Avatar: The Way of Water is a visual spectacle, a story setting up the next three sequels, and, yes, long.
Triangle of Sadness starts as an interesting riff on money and sexual politics, turns into a disgusting display of sophomore humor, and ends as an insult to the audience. How did this become an Oscar nominee? (1.5*)
The Fabelmans is a well crafted movie focusing on the roots of Steven Spielberg’s remarkably successful career. Still, it might not be for everyone. (4*)
Top Gun: Maverick is this year’s most popular movie. It tells a relatively simple story well, bursting with visual and aural excitement. First of this year’s “popcorn movies” and worth every kernel. (4*)

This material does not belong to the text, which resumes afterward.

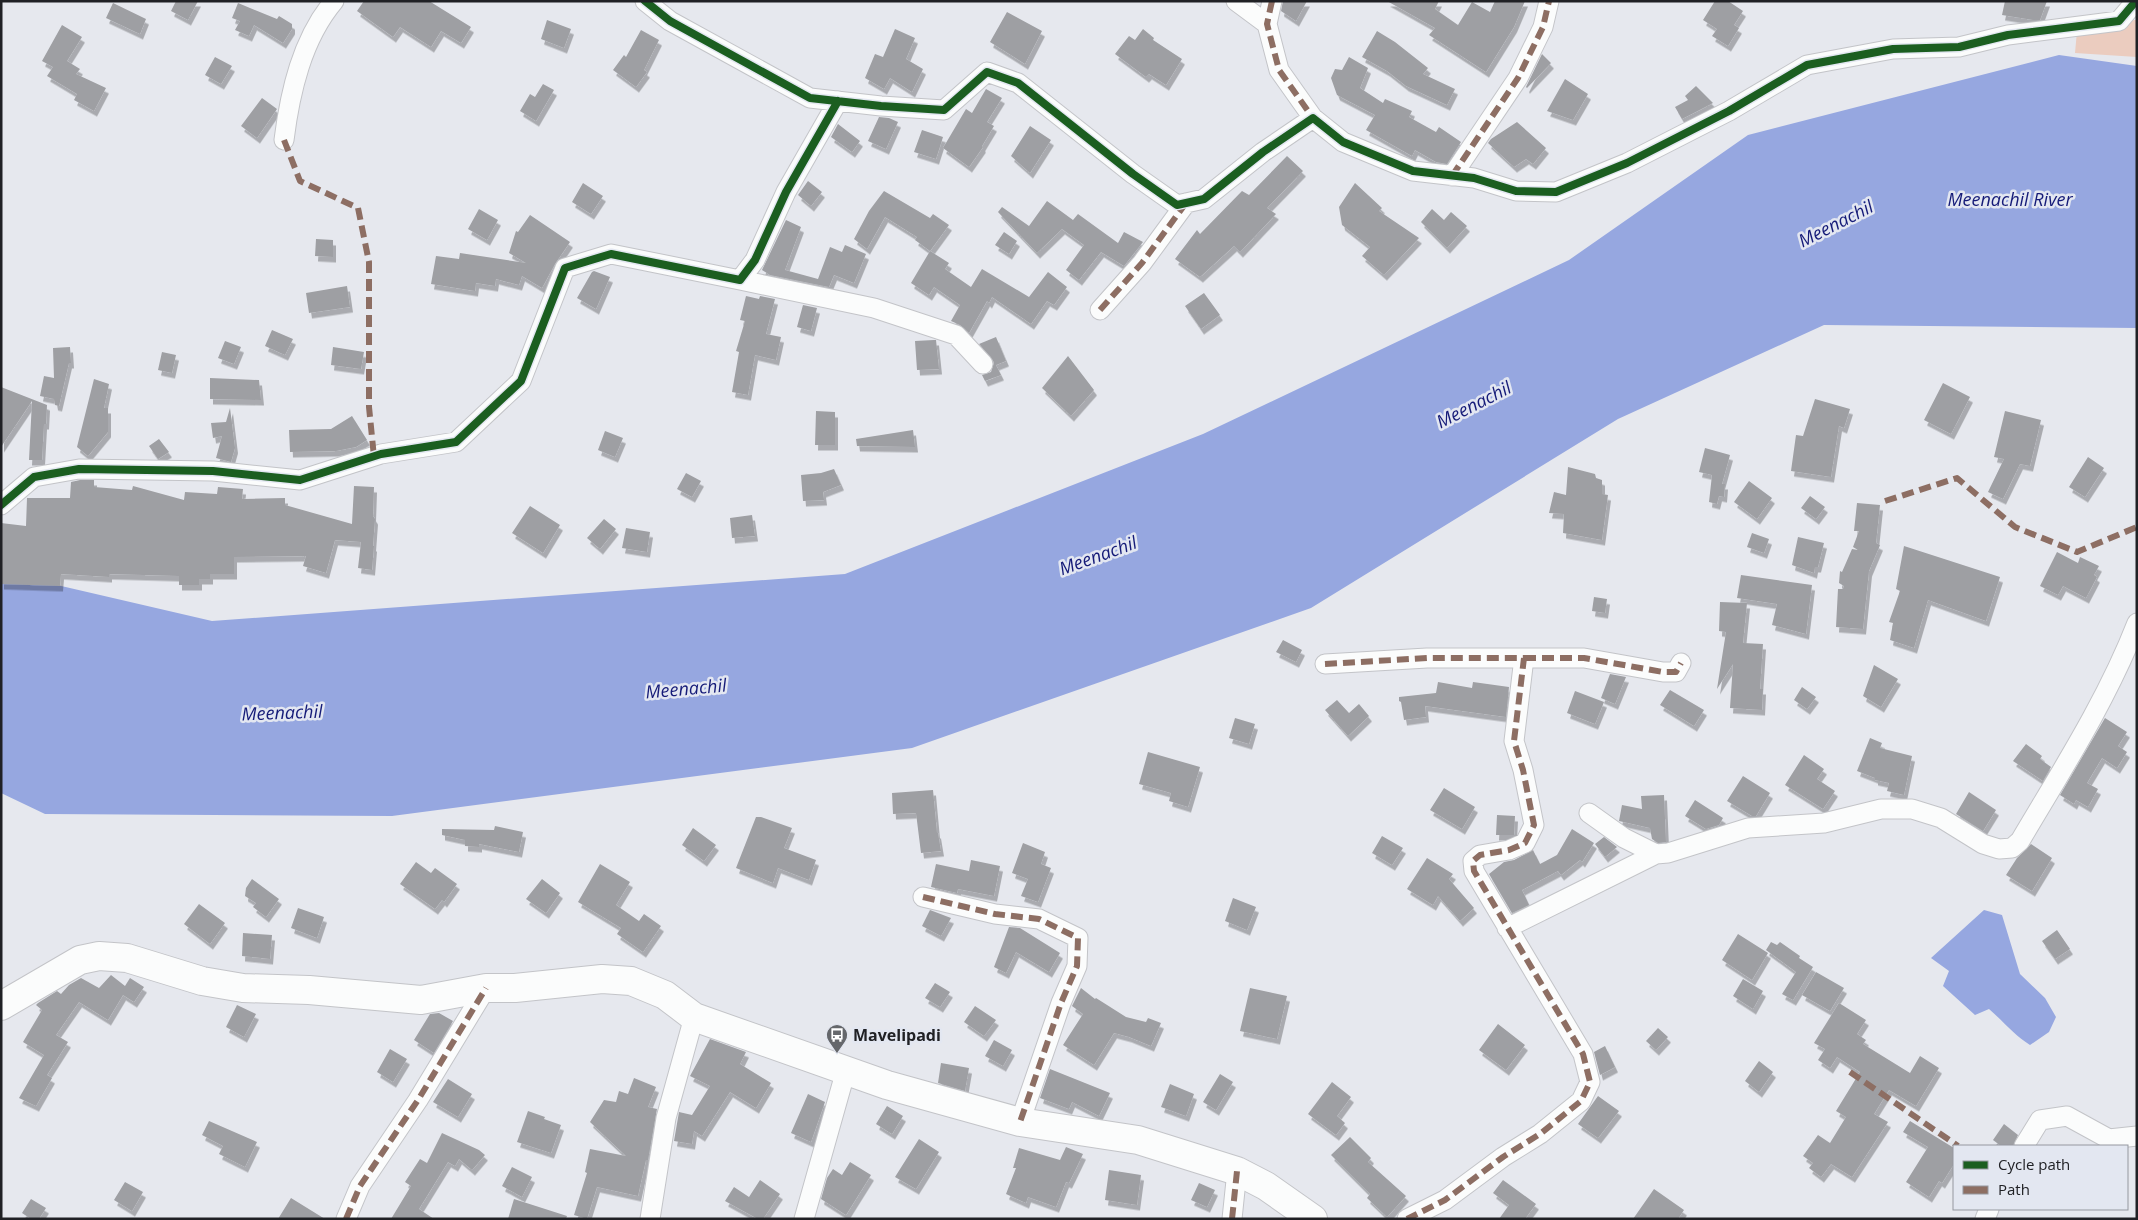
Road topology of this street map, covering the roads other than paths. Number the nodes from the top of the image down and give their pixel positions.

Elvis (4.5*) In a dazzling production full of sights and sounds, Baz Luhrmann paints the tragic story of a man who struggled to get back to his cultural roots.
Tar is movie requiring much patience and concentration, but the rewards are unique. About a female who achieves the top position in the classical music world and then falls, it is also about power, individualism, and, yes, cancel culture. My first (5*) movie of the year.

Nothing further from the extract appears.